Police showed. They yanked me back from Abby. They tried to ask questions, but I couldn’t take my eyes off Abby. EMS showed. They worked on Abby. My blood sugar tanked. The police officer freaked. I dropped the bomb I was diabetic and had what I needed in my truck, telling him I didn’t want the paramedics’ focus off of Abby.

He drove me there, but only after I watched them load Abby into the ambulance. The police officer wanted to call my parents, but I told him no. I’m eighteen. Had to prove it with my driver’s license. Eighteen.

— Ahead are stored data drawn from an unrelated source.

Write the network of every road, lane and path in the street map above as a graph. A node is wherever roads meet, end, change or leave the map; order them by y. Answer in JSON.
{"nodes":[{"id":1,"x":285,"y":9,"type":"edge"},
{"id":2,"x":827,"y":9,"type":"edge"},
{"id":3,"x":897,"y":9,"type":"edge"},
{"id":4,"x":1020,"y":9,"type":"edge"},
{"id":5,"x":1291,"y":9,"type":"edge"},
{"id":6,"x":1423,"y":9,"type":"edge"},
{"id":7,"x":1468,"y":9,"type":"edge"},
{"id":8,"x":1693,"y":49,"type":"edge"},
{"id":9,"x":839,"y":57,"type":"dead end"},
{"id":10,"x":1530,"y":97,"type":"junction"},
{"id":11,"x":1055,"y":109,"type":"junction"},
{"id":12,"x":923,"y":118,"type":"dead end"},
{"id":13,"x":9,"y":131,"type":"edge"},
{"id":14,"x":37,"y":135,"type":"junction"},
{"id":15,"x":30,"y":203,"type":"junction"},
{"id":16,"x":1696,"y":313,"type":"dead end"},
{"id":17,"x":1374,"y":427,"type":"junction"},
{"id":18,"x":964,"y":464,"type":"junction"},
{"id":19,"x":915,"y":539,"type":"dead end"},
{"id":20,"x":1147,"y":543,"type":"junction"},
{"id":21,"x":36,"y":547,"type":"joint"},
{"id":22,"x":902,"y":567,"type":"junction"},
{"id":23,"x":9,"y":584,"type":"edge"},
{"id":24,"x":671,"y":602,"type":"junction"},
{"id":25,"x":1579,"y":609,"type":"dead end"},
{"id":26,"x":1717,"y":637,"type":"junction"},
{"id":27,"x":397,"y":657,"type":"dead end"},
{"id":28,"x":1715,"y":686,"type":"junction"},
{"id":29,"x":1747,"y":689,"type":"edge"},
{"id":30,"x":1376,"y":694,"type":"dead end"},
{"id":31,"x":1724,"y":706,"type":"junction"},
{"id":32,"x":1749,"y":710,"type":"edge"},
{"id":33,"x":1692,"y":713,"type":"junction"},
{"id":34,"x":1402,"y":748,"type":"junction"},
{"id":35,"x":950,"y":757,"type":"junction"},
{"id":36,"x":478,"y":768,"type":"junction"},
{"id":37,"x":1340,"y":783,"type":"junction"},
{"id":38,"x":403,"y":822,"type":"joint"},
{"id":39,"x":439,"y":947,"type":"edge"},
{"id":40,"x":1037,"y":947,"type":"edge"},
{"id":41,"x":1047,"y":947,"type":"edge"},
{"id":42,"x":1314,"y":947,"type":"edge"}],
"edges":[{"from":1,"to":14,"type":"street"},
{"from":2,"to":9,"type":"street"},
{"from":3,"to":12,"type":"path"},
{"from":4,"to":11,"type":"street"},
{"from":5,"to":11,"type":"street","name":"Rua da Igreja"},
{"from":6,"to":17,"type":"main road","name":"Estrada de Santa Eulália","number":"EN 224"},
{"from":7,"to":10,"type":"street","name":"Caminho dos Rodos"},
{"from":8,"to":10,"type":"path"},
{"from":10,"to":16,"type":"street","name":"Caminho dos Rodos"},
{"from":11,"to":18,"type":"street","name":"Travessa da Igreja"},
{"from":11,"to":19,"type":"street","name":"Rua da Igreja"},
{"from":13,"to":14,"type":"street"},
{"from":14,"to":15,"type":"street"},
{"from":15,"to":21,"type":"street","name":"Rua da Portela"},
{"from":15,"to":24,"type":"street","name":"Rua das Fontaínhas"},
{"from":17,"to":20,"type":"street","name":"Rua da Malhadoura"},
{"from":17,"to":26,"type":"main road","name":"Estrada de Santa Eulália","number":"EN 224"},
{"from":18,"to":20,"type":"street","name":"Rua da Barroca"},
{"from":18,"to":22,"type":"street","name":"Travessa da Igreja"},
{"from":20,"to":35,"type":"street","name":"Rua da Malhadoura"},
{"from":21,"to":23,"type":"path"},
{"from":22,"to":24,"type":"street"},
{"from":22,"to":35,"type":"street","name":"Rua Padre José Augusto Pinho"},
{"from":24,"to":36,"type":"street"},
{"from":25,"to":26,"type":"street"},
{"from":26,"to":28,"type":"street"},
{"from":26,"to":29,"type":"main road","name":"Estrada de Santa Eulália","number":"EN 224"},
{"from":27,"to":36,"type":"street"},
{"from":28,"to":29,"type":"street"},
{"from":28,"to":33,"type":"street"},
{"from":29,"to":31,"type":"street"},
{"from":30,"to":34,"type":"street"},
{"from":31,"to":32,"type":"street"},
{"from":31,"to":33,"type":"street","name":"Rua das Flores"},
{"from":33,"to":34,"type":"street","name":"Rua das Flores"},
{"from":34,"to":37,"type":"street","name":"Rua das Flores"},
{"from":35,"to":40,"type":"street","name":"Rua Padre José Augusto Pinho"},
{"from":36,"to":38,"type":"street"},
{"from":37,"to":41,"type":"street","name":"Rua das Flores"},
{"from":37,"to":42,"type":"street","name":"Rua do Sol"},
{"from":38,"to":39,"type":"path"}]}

Mom held me back in school, kept me from starting kindergarten when I should have. I’m eighteen. Older. Should be wiser.

Abby’s seventeen. She’s seventeen and a bullet tore through her body. A bullet I couldn’t stop. I have no idea if Abby has family to call.

Isaiah opens the door to a one-room bathroom, only releasing his grip once we’re in. Noah locks the door behind him. Isaiah snatches paper towel after paper towel out of the dispenser and Noah waves his hand near the motion sensor on the sink. I ignore the mirror as I wash my hands. Red runs down the drain and my lungs constrict.

Abby was shot, there was a gaping wound on her head and her blood is on my hands. I grab hold of the sink and lean over. Nausea races through me and I turn my head to suck in air.

Isaiah and Noah remain silent. Permit me the moment to get my shit together. I continue to breathe in and out. Just like I begged Abby to do. Just like when I tried to breathe for her. When I straighten, I find Noah leaning against the door and Isaiah next to me, offering the paper towels.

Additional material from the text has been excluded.